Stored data
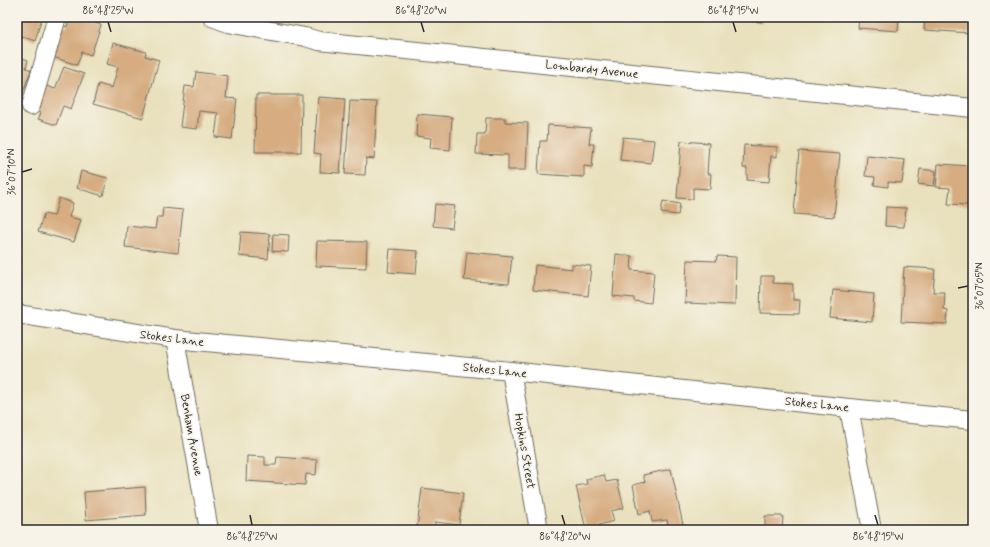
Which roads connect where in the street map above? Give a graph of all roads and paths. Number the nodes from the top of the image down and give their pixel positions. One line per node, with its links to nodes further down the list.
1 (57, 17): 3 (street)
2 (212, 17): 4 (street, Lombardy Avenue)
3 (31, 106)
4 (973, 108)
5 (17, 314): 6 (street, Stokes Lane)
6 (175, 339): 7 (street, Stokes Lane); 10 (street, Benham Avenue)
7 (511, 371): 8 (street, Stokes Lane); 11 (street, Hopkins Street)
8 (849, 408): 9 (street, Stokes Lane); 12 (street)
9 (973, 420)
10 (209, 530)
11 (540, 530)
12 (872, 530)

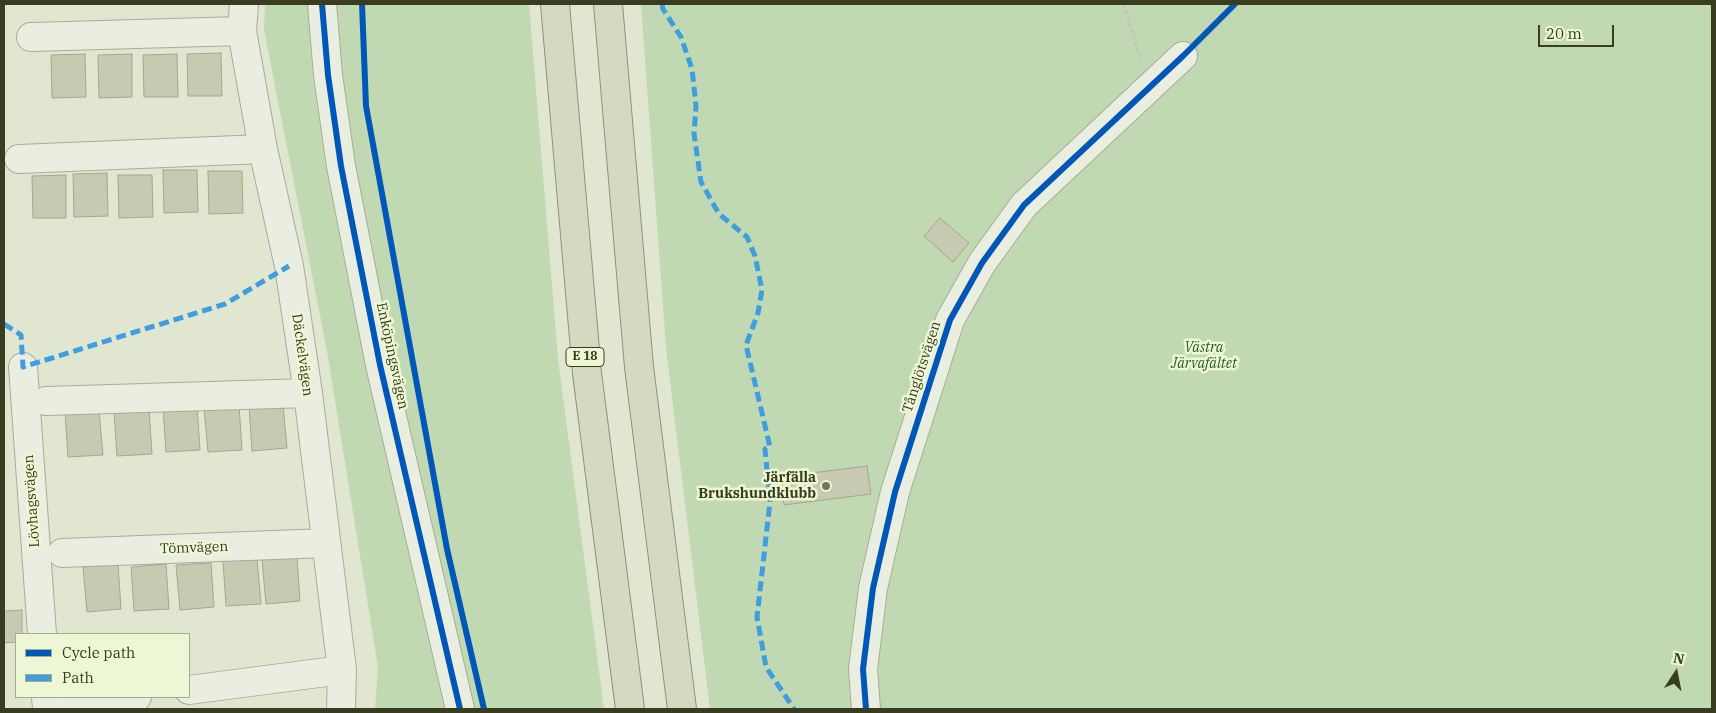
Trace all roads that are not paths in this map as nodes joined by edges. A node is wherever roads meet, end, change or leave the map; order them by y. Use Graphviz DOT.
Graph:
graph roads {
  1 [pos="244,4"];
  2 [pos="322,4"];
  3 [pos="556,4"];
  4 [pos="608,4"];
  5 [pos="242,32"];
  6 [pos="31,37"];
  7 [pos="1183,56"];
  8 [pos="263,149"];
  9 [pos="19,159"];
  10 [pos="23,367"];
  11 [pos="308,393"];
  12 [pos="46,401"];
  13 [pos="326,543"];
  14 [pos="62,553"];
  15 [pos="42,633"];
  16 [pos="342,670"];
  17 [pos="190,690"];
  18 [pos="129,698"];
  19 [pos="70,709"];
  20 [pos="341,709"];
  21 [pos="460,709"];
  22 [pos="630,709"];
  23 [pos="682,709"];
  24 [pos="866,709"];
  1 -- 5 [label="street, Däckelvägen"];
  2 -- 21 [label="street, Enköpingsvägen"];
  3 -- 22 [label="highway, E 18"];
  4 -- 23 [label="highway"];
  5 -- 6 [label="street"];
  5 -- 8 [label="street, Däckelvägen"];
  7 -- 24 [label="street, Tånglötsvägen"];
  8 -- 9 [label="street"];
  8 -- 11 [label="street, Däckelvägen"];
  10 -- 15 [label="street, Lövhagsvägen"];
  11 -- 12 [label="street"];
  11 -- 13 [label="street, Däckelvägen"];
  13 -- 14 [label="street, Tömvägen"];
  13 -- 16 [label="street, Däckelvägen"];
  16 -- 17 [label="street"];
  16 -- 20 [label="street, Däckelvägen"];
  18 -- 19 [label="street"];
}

### Work request
Repeat exactly the lines from the start of the entries down to the line with "Trace all roads", keeping both ends but none of the pictures.

### Solution for this problem
Which roads connect where in the street map above? Give a graph of all roads and paths. Number the nodes from the top of the image down and give their pixel positions. One line per node, with its links to nodes further down the list.
1 (57, 17): 3 (street)
2 (212, 17): 4 (street, Lombardy Avenue)
3 (31, 106)
4 (973, 108)
5 (17, 314): 6 (street, Stokes Lane)
6 (175, 339): 7 (street, Stokes Lane); 10 (street, Benham Avenue)
7 (511, 371): 8 (street, Stokes Lane); 11 (street, Hopkins Street)
8 (849, 408): 9 (street, Stokes Lane); 12 (street)
9 (973, 420)
10 (209, 530)
11 (540, 530)
12 (872, 530)

Trace all roads that are not paths in this map as nodes joined by edges. A node is wherever roads meet, end, change or leave the map; order them by y. Use Graphviz DOT.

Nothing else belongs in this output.